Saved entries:
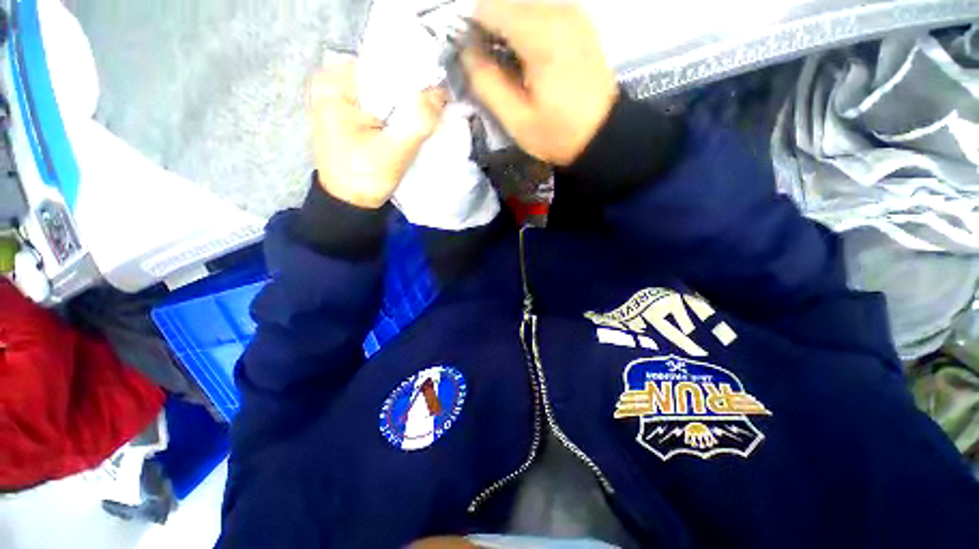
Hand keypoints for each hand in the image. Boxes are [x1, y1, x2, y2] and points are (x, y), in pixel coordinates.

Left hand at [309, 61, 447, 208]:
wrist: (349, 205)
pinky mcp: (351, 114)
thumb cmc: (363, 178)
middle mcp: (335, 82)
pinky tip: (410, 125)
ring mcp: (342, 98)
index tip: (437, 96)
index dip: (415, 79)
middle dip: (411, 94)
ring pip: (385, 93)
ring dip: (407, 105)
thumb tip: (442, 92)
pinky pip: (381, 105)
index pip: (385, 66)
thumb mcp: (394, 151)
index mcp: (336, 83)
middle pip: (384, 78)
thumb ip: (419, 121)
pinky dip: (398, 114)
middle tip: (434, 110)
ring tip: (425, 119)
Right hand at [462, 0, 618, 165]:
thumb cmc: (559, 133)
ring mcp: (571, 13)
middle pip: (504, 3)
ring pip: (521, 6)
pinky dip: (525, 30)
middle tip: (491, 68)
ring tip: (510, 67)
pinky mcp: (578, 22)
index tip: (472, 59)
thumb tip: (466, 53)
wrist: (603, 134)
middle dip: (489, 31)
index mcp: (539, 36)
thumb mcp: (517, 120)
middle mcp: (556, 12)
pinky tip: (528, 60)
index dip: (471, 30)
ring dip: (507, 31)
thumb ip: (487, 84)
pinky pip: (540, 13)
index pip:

*Task goal*:
Using the entries above, copy exactly the lines from the one containing "index tip: (437, 96)" through the last, both included.

*Output*:
index tip: (437, 96)
index dip: (415, 79)
middle dip: (411, 94)
ring pip: (385, 93)
ring dip: (407, 105)
thumb tip: (442, 92)
pinky pip: (381, 105)
index pip: (385, 66)
thumb mcp: (394, 151)
index mcp: (336, 83)
middle pip: (384, 78)
thumb ip: (419, 121)
pinky dip: (398, 114)
middle tip: (434, 110)
ring tip: (425, 119)
Right hand at [462, 0, 618, 165]:
thumb cmc: (559, 133)
ring mcp: (571, 13)
middle pip: (504, 3)
ring pip: (521, 6)
pinky dip: (525, 30)
middle tip: (491, 68)
ring tip: (510, 67)
pinky mcp: (578, 22)
index tip: (472, 59)
thumb tip: (466, 53)
wrist: (603, 134)
middle dip: (489, 31)
index mcp: (539, 36)
thumb mcp: (517, 120)
middle mcp: (556, 12)
pinky tip: (528, 60)
index dip: (471, 30)
ring dip: (507, 31)
thumb ip: (487, 84)
pinky pip: (540, 13)
index pip:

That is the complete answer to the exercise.